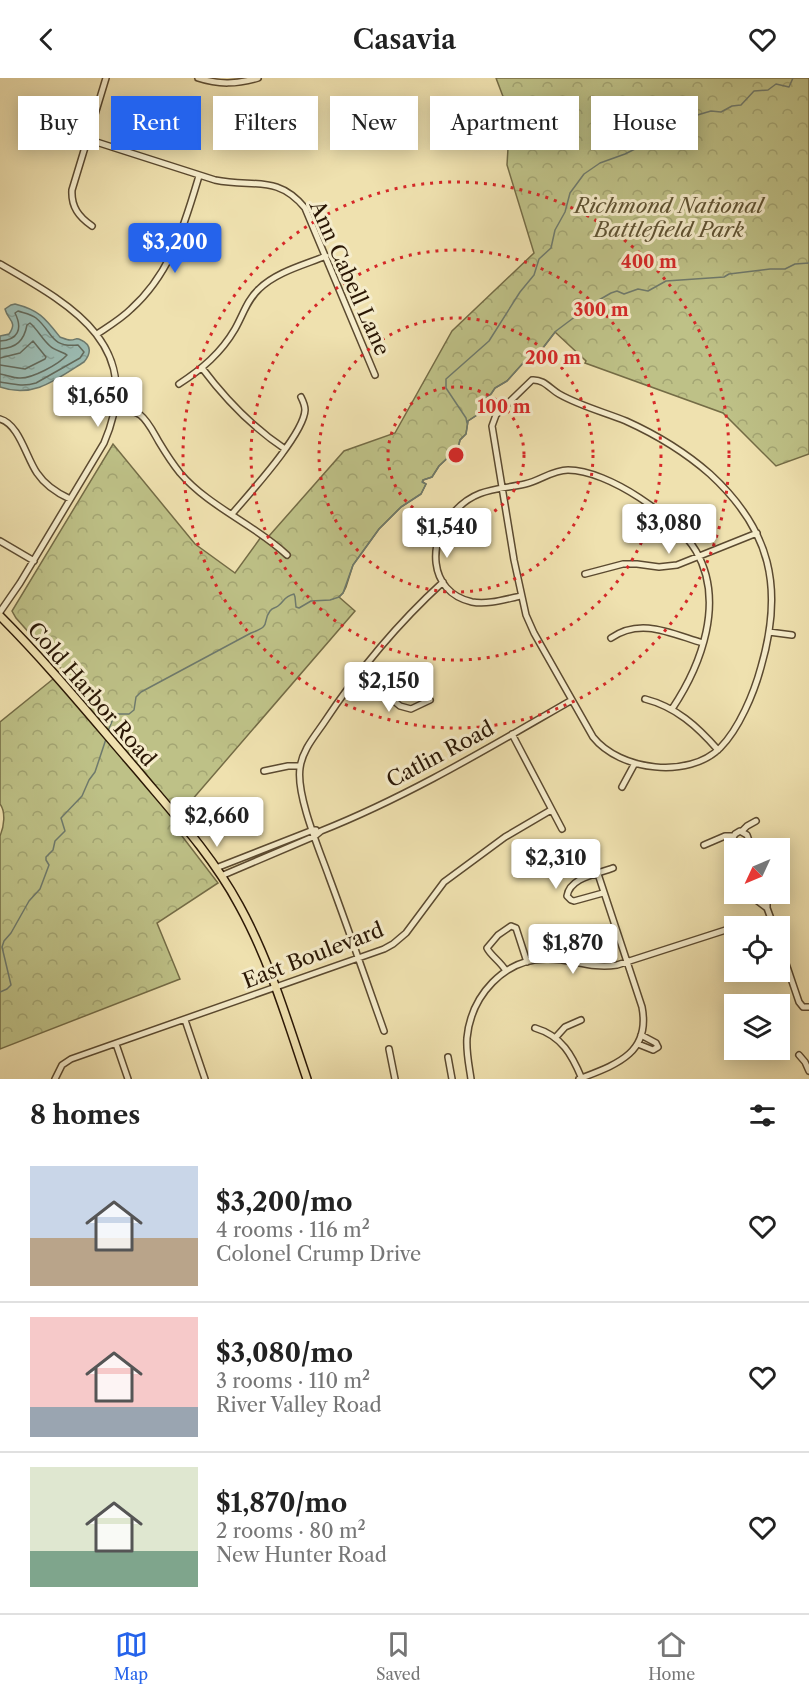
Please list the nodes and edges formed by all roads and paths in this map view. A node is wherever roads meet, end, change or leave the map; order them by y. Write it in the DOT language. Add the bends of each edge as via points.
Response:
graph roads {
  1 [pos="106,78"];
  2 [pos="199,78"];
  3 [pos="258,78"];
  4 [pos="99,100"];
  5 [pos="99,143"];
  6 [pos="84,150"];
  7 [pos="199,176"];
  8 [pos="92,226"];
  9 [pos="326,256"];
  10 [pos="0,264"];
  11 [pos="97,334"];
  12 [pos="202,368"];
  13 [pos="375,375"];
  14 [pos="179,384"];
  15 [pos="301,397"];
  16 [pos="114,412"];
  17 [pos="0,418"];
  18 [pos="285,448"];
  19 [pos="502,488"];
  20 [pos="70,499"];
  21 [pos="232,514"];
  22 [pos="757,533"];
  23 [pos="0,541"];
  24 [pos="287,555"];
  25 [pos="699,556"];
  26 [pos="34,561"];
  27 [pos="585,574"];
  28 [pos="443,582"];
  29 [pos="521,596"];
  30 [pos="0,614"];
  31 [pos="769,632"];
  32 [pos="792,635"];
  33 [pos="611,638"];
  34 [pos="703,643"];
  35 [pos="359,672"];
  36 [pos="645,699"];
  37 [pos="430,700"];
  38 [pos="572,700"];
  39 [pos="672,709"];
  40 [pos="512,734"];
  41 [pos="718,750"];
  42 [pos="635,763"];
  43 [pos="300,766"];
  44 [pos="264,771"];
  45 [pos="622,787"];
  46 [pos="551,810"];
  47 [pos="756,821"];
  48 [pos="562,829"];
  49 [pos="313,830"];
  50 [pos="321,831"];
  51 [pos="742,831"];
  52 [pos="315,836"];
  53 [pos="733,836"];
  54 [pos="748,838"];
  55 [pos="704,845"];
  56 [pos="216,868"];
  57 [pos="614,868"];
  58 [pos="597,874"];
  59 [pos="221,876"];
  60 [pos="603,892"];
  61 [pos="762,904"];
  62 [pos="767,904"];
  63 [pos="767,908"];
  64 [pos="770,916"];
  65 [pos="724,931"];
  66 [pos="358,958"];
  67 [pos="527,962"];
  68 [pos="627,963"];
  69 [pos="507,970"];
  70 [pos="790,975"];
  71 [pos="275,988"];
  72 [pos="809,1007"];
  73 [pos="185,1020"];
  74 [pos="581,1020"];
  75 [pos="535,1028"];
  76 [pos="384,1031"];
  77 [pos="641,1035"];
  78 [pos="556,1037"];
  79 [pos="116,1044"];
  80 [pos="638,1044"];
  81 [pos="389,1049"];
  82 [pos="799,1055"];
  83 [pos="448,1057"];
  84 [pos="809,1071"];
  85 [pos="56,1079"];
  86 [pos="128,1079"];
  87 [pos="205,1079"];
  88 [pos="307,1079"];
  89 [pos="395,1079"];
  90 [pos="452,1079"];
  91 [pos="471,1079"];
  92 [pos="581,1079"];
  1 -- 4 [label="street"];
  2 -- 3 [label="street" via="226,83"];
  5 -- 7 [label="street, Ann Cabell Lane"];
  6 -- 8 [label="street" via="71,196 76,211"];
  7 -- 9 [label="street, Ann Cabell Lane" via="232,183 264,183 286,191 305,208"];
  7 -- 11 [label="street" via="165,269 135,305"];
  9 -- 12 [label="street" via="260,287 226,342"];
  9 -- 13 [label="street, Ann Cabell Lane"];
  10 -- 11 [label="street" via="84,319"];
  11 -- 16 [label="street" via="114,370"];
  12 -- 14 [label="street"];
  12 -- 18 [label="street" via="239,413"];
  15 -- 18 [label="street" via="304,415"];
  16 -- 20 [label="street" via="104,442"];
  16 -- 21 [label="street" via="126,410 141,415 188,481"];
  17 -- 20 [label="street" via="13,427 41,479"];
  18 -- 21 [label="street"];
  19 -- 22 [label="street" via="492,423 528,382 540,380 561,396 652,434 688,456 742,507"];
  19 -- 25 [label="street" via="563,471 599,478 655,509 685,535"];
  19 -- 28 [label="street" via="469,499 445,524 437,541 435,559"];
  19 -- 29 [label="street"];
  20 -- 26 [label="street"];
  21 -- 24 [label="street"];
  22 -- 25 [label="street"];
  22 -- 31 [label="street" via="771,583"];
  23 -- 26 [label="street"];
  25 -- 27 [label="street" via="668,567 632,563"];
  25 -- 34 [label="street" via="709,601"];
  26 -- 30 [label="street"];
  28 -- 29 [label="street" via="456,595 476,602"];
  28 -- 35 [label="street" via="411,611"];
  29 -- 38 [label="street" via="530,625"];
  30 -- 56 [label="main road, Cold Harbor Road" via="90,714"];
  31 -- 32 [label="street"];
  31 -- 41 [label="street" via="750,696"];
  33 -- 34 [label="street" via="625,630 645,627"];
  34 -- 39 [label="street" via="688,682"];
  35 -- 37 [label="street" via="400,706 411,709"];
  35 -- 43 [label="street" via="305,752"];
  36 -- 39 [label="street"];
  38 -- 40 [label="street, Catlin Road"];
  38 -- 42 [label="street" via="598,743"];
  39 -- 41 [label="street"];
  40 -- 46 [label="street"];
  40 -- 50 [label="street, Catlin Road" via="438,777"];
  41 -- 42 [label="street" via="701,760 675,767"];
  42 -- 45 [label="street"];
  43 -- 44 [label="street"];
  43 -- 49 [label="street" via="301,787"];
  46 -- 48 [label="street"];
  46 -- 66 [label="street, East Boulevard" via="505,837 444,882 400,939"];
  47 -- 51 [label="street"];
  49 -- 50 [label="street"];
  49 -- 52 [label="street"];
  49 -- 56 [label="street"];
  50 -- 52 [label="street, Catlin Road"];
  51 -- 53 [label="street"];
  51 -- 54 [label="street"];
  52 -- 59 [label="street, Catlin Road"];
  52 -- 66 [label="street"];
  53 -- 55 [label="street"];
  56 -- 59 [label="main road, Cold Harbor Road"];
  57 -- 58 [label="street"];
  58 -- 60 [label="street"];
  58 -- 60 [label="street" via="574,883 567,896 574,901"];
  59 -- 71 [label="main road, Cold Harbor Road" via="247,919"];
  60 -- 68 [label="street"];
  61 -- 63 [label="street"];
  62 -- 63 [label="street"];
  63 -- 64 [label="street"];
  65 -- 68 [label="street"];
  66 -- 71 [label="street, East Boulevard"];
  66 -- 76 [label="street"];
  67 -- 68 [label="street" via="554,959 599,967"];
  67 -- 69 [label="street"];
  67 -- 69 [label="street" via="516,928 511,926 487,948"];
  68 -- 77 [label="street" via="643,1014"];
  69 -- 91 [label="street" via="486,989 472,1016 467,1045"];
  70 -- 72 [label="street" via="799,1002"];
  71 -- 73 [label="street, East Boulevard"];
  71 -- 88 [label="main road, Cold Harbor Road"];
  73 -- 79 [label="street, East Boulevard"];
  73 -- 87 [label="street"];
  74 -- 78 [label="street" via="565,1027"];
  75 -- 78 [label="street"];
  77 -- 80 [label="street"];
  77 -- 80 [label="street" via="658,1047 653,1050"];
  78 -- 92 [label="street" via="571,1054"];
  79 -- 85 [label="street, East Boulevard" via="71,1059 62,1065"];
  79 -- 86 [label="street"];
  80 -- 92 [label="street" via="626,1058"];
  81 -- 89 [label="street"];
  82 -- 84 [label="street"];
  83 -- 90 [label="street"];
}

************

*Problem requirements:*
Wherever an image appears, omit it, and retype everything else in the entries exactly.

*Solution to this task:*
Please list the nodes and edges formed by all roads and paths in this map view. A node is wherever roads meet, end, change or leave the map; order them by y. Write it in the DOT language. Add the bends of each edge as via points.
Response:
graph roads {
  1 [pos="106,78"];
  2 [pos="199,78"];
  3 [pos="258,78"];
  4 [pos="99,100"];
  5 [pos="99,143"];
  6 [pos="84,150"];
  7 [pos="199,176"];
  8 [pos="92,226"];
  9 [pos="326,256"];
  10 [pos="0,264"];
  11 [pos="97,334"];
  12 [pos="202,368"];
  13 [pos="375,375"];
  14 [pos="179,384"];
  15 [pos="301,397"];
  16 [pos="114,412"];
  17 [pos="0,418"];
  18 [pos="285,448"];
  19 [pos="502,488"];
  20 [pos="70,499"];
  21 [pos="232,514"];
  22 [pos="757,533"];
  23 [pos="0,541"];
  24 [pos="287,555"];
  25 [pos="699,556"];
  26 [pos="34,561"];
  27 [pos="585,574"];
  28 [pos="443,582"];
  29 [pos="521,596"];
  30 [pos="0,614"];
  31 [pos="769,632"];
  32 [pos="792,635"];
  33 [pos="611,638"];
  34 [pos="703,643"];
  35 [pos="359,672"];
  36 [pos="645,699"];
  37 [pos="430,700"];
  38 [pos="572,700"];
  39 [pos="672,709"];
  40 [pos="512,734"];
  41 [pos="718,750"];
  42 [pos="635,763"];
  43 [pos="300,766"];
  44 [pos="264,771"];
  45 [pos="622,787"];
  46 [pos="551,810"];
  47 [pos="756,821"];
  48 [pos="562,829"];
  49 [pos="313,830"];
  50 [pos="321,831"];
  51 [pos="742,831"];
  52 [pos="315,836"];
  53 [pos="733,836"];
  54 [pos="748,838"];
  55 [pos="704,845"];
  56 [pos="216,868"];
  57 [pos="614,868"];
  58 [pos="597,874"];
  59 [pos="221,876"];
  60 [pos="603,892"];
  61 [pos="762,904"];
  62 [pos="767,904"];
  63 [pos="767,908"];
  64 [pos="770,916"];
  65 [pos="724,931"];
  66 [pos="358,958"];
  67 [pos="527,962"];
  68 [pos="627,963"];
  69 [pos="507,970"];
  70 [pos="790,975"];
  71 [pos="275,988"];
  72 [pos="809,1007"];
  73 [pos="185,1020"];
  74 [pos="581,1020"];
  75 [pos="535,1028"];
  76 [pos="384,1031"];
  77 [pos="641,1035"];
  78 [pos="556,1037"];
  79 [pos="116,1044"];
  80 [pos="638,1044"];
  81 [pos="389,1049"];
  82 [pos="799,1055"];
  83 [pos="448,1057"];
  84 [pos="809,1071"];
  85 [pos="56,1079"];
  86 [pos="128,1079"];
  87 [pos="205,1079"];
  88 [pos="307,1079"];
  89 [pos="395,1079"];
  90 [pos="452,1079"];
  91 [pos="471,1079"];
  92 [pos="581,1079"];
  1 -- 4 [label="street"];
  2 -- 3 [label="street" via="226,83"];
  5 -- 7 [label="street, Ann Cabell Lane"];
  6 -- 8 [label="street" via="71,196 76,211"];
  7 -- 9 [label="street, Ann Cabell Lane" via="232,183 264,183 286,191 305,208"];
  7 -- 11 [label="street" via="165,269 135,305"];
  9 -- 12 [label="street" via="260,287 226,342"];
  9 -- 13 [label="street, Ann Cabell Lane"];
  10 -- 11 [label="street" via="84,319"];
  11 -- 16 [label="street" via="114,370"];
  12 -- 14 [label="street"];
  12 -- 18 [label="street" via="239,413"];
  15 -- 18 [label="street" via="304,415"];
  16 -- 20 [label="street" via="104,442"];
  16 -- 21 [label="street" via="126,410 141,415 188,481"];
  17 -- 20 [label="street" via="13,427 41,479"];
  18 -- 21 [label="street"];
  19 -- 22 [label="street" via="492,423 528,382 540,380 561,396 652,434 688,456 742,507"];
  19 -- 25 [label="street" via="563,471 599,478 655,509 685,535"];
  19 -- 28 [label="street" via="469,499 445,524 437,541 435,559"];
  19 -- 29 [label="street"];
  20 -- 26 [label="street"];
  21 -- 24 [label="street"];
  22 -- 25 [label="street"];
  22 -- 31 [label="street" via="771,583"];
  23 -- 26 [label="street"];
  25 -- 27 [label="street" via="668,567 632,563"];
  25 -- 34 [label="street" via="709,601"];
  26 -- 30 [label="street"];
  28 -- 29 [label="street" via="456,595 476,602"];
  28 -- 35 [label="street" via="411,611"];
  29 -- 38 [label="street" via="530,625"];
  30 -- 56 [label="main road, Cold Harbor Road" via="90,714"];
  31 -- 32 [label="street"];
  31 -- 41 [label="street" via="750,696"];
  33 -- 34 [label="street" via="625,630 645,627"];
  34 -- 39 [label="street" via="688,682"];
  35 -- 37 [label="street" via="400,706 411,709"];
  35 -- 43 [label="street" via="305,752"];
  36 -- 39 [label="street"];
  38 -- 40 [label="street, Catlin Road"];
  38 -- 42 [label="street" via="598,743"];
  39 -- 41 [label="street"];
  40 -- 46 [label="street"];
  40 -- 50 [label="street, Catlin Road" via="438,777"];
  41 -- 42 [label="street" via="701,760 675,767"];
  42 -- 45 [label="street"];
  43 -- 44 [label="street"];
  43 -- 49 [label="street" via="301,787"];
  46 -- 48 [label="street"];
  46 -- 66 [label="street, East Boulevard" via="505,837 444,882 400,939"];
  47 -- 51 [label="street"];
  49 -- 50 [label="street"];
  49 -- 52 [label="street"];
  49 -- 56 [label="street"];
  50 -- 52 [label="street, Catlin Road"];
  51 -- 53 [label="street"];
  51 -- 54 [label="street"];
  52 -- 59 [label="street, Catlin Road"];
  52 -- 66 [label="street"];
  53 -- 55 [label="street"];
  56 -- 59 [label="main road, Cold Harbor Road"];
  57 -- 58 [label="street"];
  58 -- 60 [label="street"];
  58 -- 60 [label="street" via="574,883 567,896 574,901"];
  59 -- 71 [label="main road, Cold Harbor Road" via="247,919"];
  60 -- 68 [label="street"];
  61 -- 63 [label="street"];
  62 -- 63 [label="street"];
  63 -- 64 [label="street"];
  65 -- 68 [label="street"];
  66 -- 71 [label="street, East Boulevard"];
  66 -- 76 [label="street"];
  67 -- 68 [label="street" via="554,959 599,967"];
  67 -- 69 [label="street"];
  67 -- 69 [label="street" via="516,928 511,926 487,948"];
  68 -- 77 [label="street" via="643,1014"];
  69 -- 91 [label="street" via="486,989 472,1016 467,1045"];
  70 -- 72 [label="street" via="799,1002"];
  71 -- 73 [label="street, East Boulevard"];
  71 -- 88 [label="main road, Cold Harbor Road"];
  73 -- 79 [label="street, East Boulevard"];
  73 -- 87 [label="street"];
  74 -- 78 [label="street" via="565,1027"];
  75 -- 78 [label="street"];
  77 -- 80 [label="street"];
  77 -- 80 [label="street" via="658,1047 653,1050"];
  78 -- 92 [label="street" via="571,1054"];
  79 -- 85 [label="street, East Boulevard" via="71,1059 62,1065"];
  79 -- 86 [label="street"];
  80 -- 92 [label="street" via="626,1058"];
  81 -- 89 [label="street"];
  82 -- 84 [label="street"];
  83 -- 90 [label="street"];
}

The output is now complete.